*** Opening Record set ***

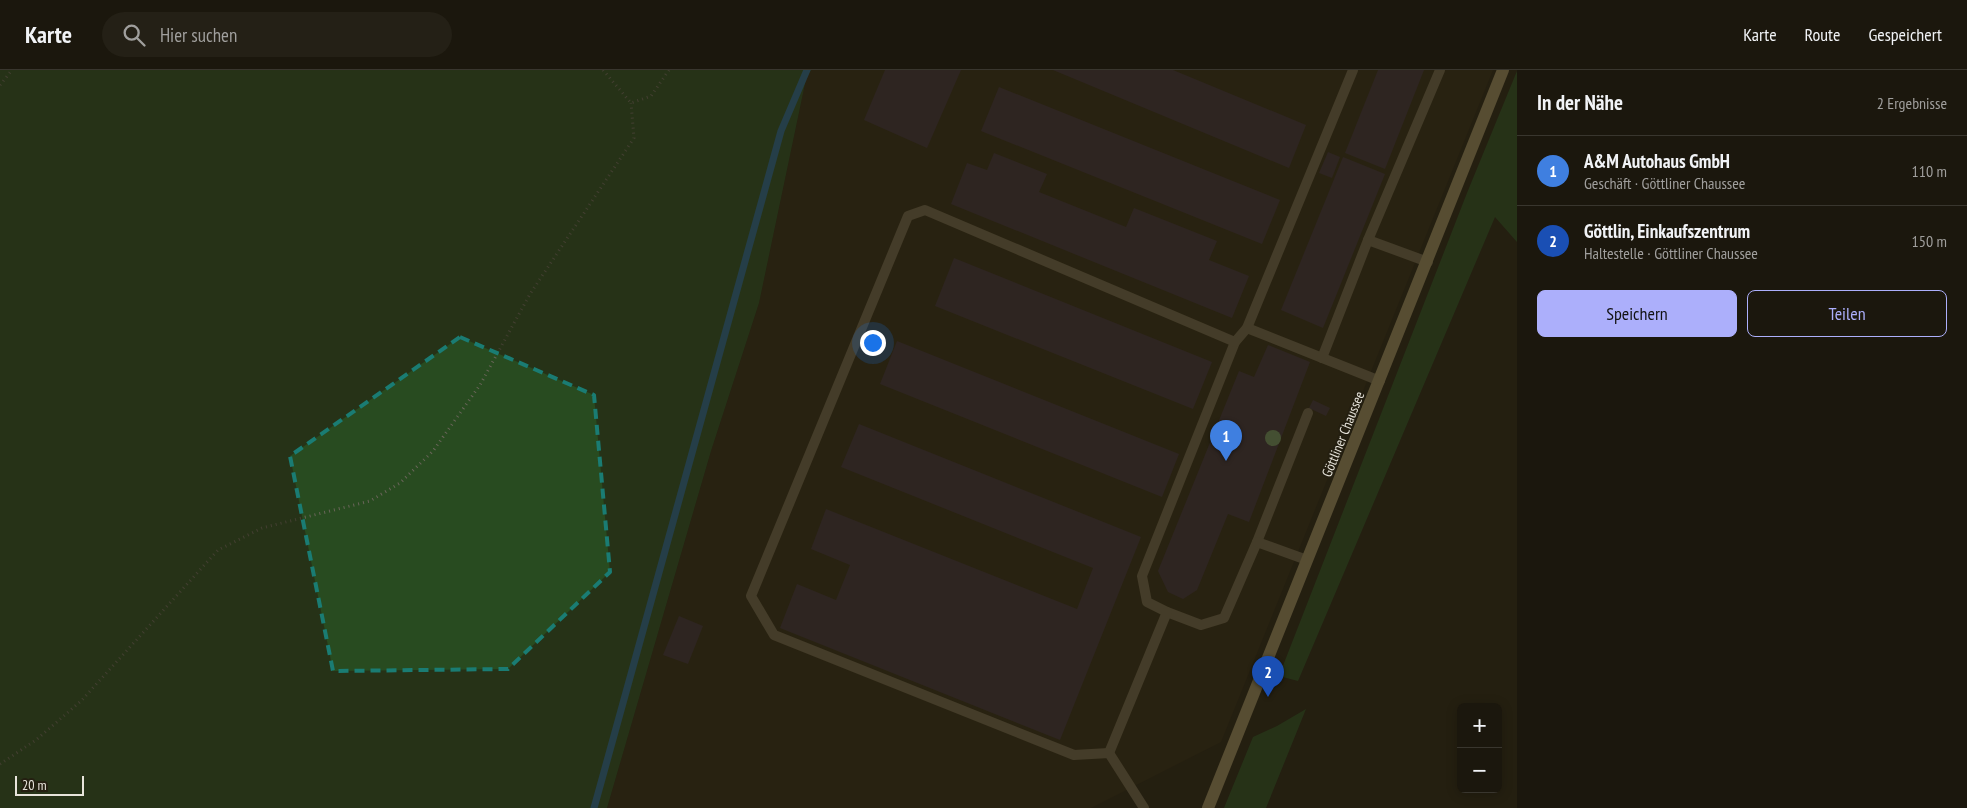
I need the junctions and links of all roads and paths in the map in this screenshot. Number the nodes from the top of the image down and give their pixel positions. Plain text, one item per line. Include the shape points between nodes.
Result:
1 (12, 70) edge
2 (603, 70) edge
3 (669, 70) edge
4 (1353, 70) edge
5 (1440, 70) edge
6 (1503, 70) edge
7 (0, 85) edge
8 (631, 103) junction
9 (1368, 240) junction
10 (1428, 262) junction
11 (1247, 328) junction
12 (1235, 342) junction
13 (1322, 358) junction
14 (1380, 381) junction
15 (1308, 413) dead end
16 (1257, 542) junction
17 (1307, 560) junction
18 (1167, 612) junction
19 (1109, 753) junction
20 (0, 764) edge
21 (1144, 808) edge
22 (1208, 808) edge

1 - 7 path
2 - 8 path
3 - 8 path via 651,96
4 - 11 lane
5 - 9 lane
6 - 10 street, Göttliner Chaussee
8 - 20 path via 634,138 530,294 480,385 433,451 400,483 370,501 262,528 218,550 81,701 36,740
9 - 10 lane
9 - 13 lane
10 - 14 street, Göttliner Chaussee
11 - 12 lane
11 - 13 lane
12 - 18 lane via 1142,576 1147,602
12 - 19 lane via 925,210 908,216 751,596 774,635 1074,755
13 - 14 lane
14 - 17 street, Göttliner Chaussee
15 - 16 lane
16 - 17 lane
16 - 18 lane via 1224,618 1201,625
17 - 22 street, Göttliner Chaussee
18 - 19 lane
19 - 21 lane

*** Closing Record set ***

Assignment
Output every entry word for word, but omit the pictures.

Solution to the exercise
I need the junctions and links of all roads and paths in the map in this screenshot. Number the nodes from the top of the image down and give their pixel positions. Plain text, one item per line. Include the shape points between nodes.
Result:
1 (12, 70) edge
2 (603, 70) edge
3 (669, 70) edge
4 (1353, 70) edge
5 (1440, 70) edge
6 (1503, 70) edge
7 (0, 85) edge
8 (631, 103) junction
9 (1368, 240) junction
10 (1428, 262) junction
11 (1247, 328) junction
12 (1235, 342) junction
13 (1322, 358) junction
14 (1380, 381) junction
15 (1308, 413) dead end
16 (1257, 542) junction
17 (1307, 560) junction
18 (1167, 612) junction
19 (1109, 753) junction
20 (0, 764) edge
21 (1144, 808) edge
22 (1208, 808) edge

1 - 7 path
2 - 8 path
3 - 8 path via 651,96
4 - 11 lane
5 - 9 lane
6 - 10 street, Göttliner Chaussee
8 - 20 path via 634,138 530,294 480,385 433,451 400,483 370,501 262,528 218,550 81,701 36,740
9 - 10 lane
9 - 13 lane
10 - 14 street, Göttliner Chaussee
11 - 12 lane
11 - 13 lane
12 - 18 lane via 1142,576 1147,602
12 - 19 lane via 925,210 908,216 751,596 774,635 1074,755
13 - 14 lane
14 - 17 street, Göttliner Chaussee
15 - 16 lane
16 - 17 lane
16 - 18 lane via 1224,618 1201,625
17 - 22 street, Göttliner Chaussee
18 - 19 lane
19 - 21 lane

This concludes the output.